How Bearish Were US Stock Indexes at the End of March?

  • All three major US stock indexes showed bearish momentum indicators during March by falling to new 4-month lows. 

  • The three indexes all saw a “correction" of at least 10%, with the Nasdaq moving in on bearish territory of a 20% retracement.

     

  • The constant threat of expanding tariffs and trade wars aren't the only bearish factors, but certainly pay a role by changing the underlying fundamentals of the US equities sector. 

Heading into this past weekend, according to research from Barchart, the S&P 500 was poised for its “worst March performance since COVID”. There is a common thread tying March 2020 and this past month together, a disease that has nothing to do with a virus but is a global pandemic nonetheless. As March 2025 ended this past Monday all three major US indexes, and many overseas markets, were indicating moves to long-term downtrends on their respective monthly charts. 
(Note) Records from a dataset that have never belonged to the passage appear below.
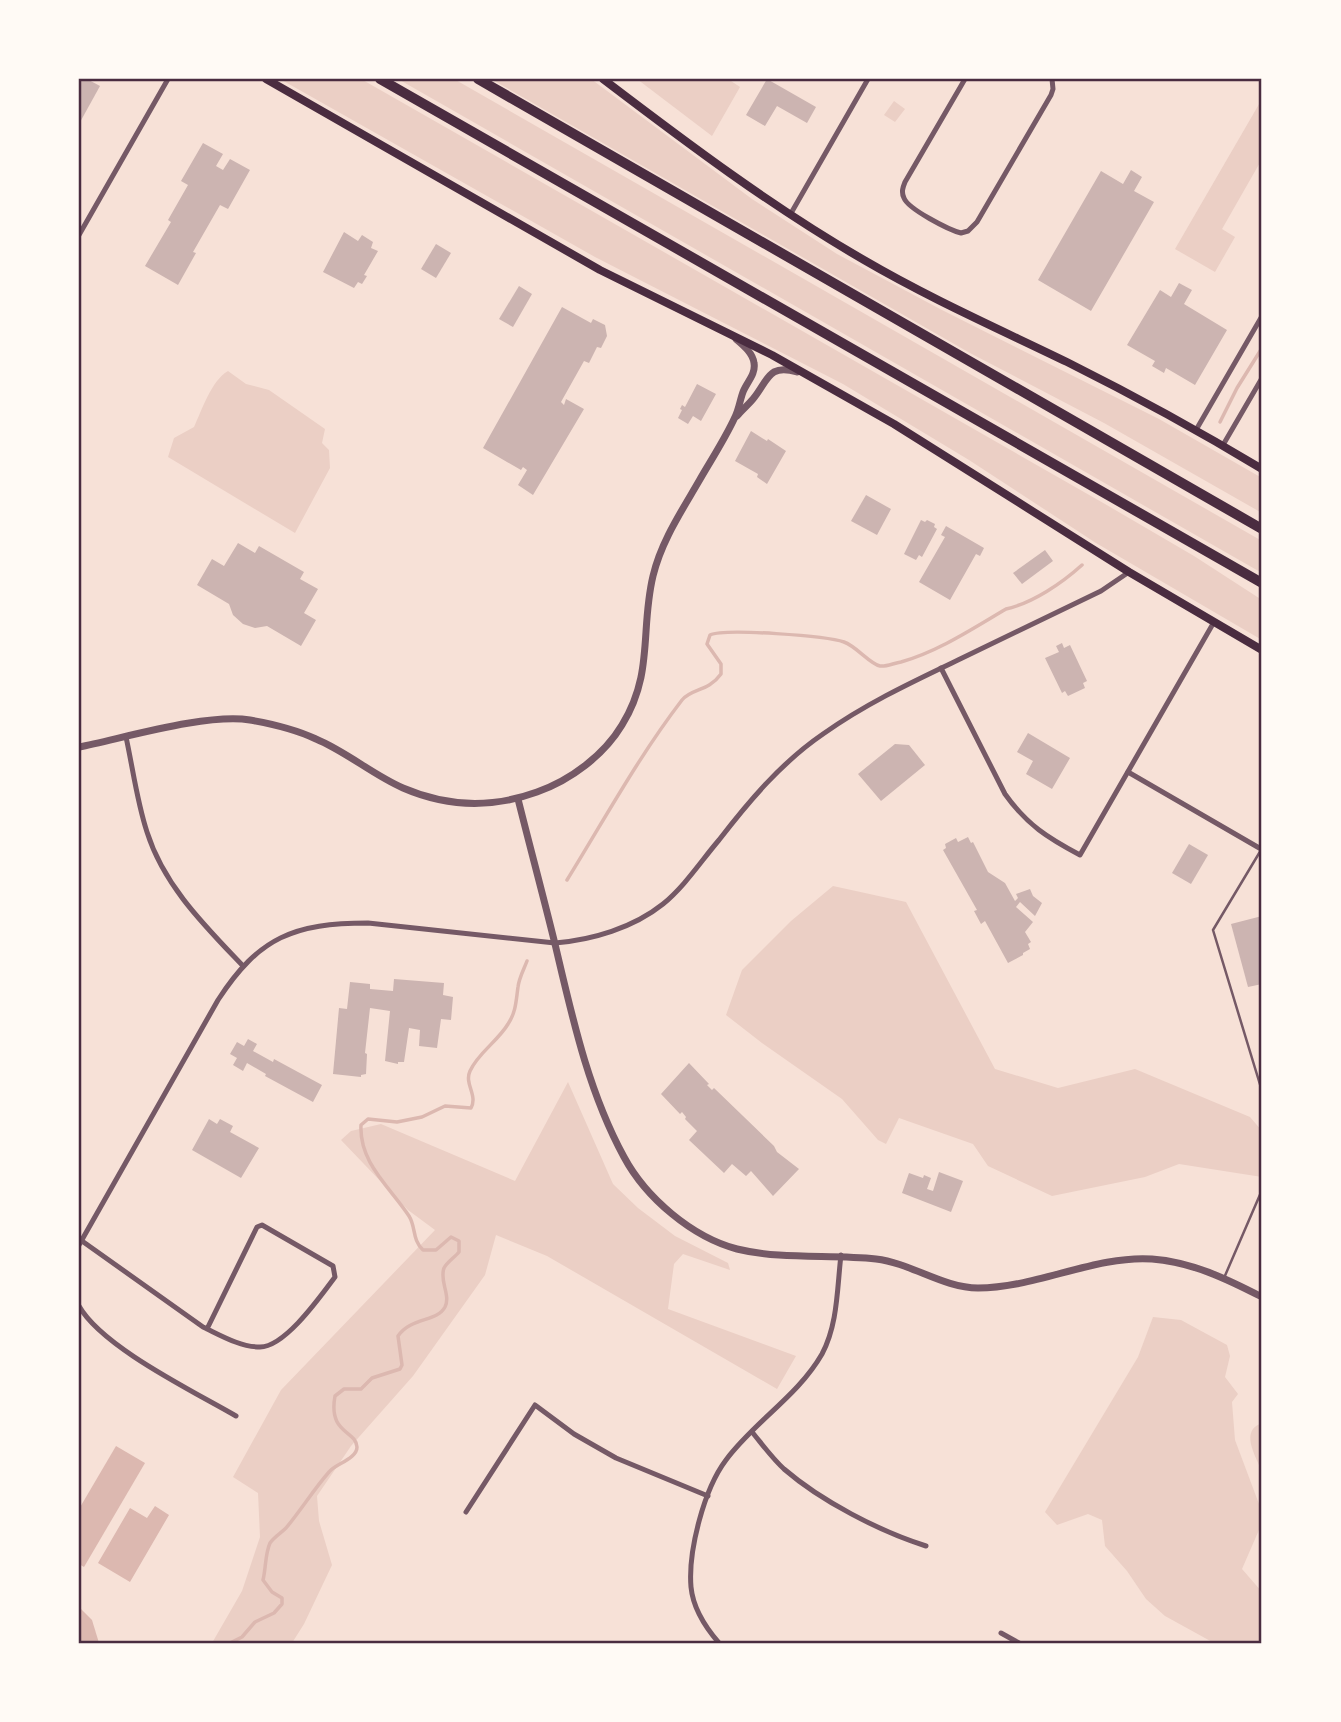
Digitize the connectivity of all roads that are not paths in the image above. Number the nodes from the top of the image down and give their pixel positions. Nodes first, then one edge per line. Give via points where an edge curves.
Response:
1 (168, 79) edge
2 (266, 79) edge
3 (380, 79) edge
4 (478, 79) edge
5 (603, 79) edge
6 (868, 79) edge
7 (965, 79) edge
8 (1052, 79) edge
9 (790, 215) junction
10 (79, 235) edge
11 (1262, 316) edge
12 (731, 335) junction
13 (806, 375) junction
14 (1262, 378) edge
15 (736, 416) junction
16 (1196, 430) junction
17 (1223, 445) junction
18 (1262, 469) edge
19 (1262, 530) edge
20 (1129, 572) junction
21 (1262, 583) edge
22 (1214, 622) junction
23 (1262, 650) edge
24 (941, 668) junction
25 (126, 737) junction
26 (79, 747) edge
27 (1128, 772) junction
28 (518, 799) junction
29 (1262, 848) edge
30 (555, 943) junction
31 (243, 966) junction
32 (1262, 1091) edge
33 (1262, 1190) edge
34 (80, 1243) edge
35 (841, 1255) junction
36 (1224, 1278) junction
37 (1262, 1297) edge
38 (79, 1306) edge
39 (207, 1329) junction
40 (236, 1416) dead end
41 (752, 1432) junction
42 (708, 1496) junction
43 (466, 1512) dead end
44 (926, 1546) dead end
45 (1001, 1633) dead end
46 (719, 1643) edge
47 (1019, 1643) edge

1 - 10 street
2 - 12 main road via 589,264
3 - 21 highway
4 - 19 highway
5 - 9 main road
6 - 9 street
7 - 8 street via 902,191 911,207 961,233 974,226 984,211 1052,92
9 - 16 main road via 906,283
11 - 16 street
12 - 13 main road
12 - 15 street via 752,355 755,365
13 - 15 street via 774,371
13 - 20 main road via 894,424
14 - 17 street
15 - 28 street via 659,557 650,596 643,674 622,725 597,755 565,779
16 - 17 main road
17 - 18 main road
20 - 22 main road
20 - 24 street via 1101,591
22 - 23 main road
22 - 27 street
24 - 27 street via 1004,794 1034,828 1056,842 1080,855
24 - 30 street via 821,735 748,804 662,904 613,931
25 - 26 street
25 - 28 street via 200,722 246,719 317,739 402,788 434,799 467,804
25 - 31 street via 147,832 159,861 176,891
27 - 29 street
28 - 30 street
29 - 32 lane via 1213,930
30 - 31 street via 368,923 330,924 294,930 270,942
30 - 35 street via 591,1081 624,1158 648,1191 688,1225 737,1249
31 - 34 street via 213,1009
33 - 36 lane
34 - 39 street
35 - 36 street via 880,1259 976,1288 1150,1259 1189,1265
35 - 41 street via 835,1314 823,1352 796,1388
36 - 37 street
38 - 40 street via 86,1319 120,1347
39 - 39 street via 249,1346 276,1344 326,1290 335,1277 333,1266 262,1225 257,1227
41 - 42 street via 726,1460
41 - 44 street via 782,1467 816,1492
42 - 43 street via 616,1458 535,1405
42 - 46 street via 693,1552 691,1588 701,1617
45 - 47 street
From a technical point of view, last month’s activity was significant. As I talked about in early March, the S&P 500 took out its previous 4-month low of 5,696.51 (November 2024). Recall I use the classic Four-Week Rule[i] as a momentum indicator for secondary (intermediate-term) trends when trading and a similar Four-Month Rule for long-term investment positions. As discussed in my earlier piece, what made this new 4-month low more prolific was it came on the heels of a bearish spike reversal pattern completed during February 2025. If technical analysis still has value, that is. What does all this mean? At the end of March, the sector looked long-term bearish, from a technical point of view. 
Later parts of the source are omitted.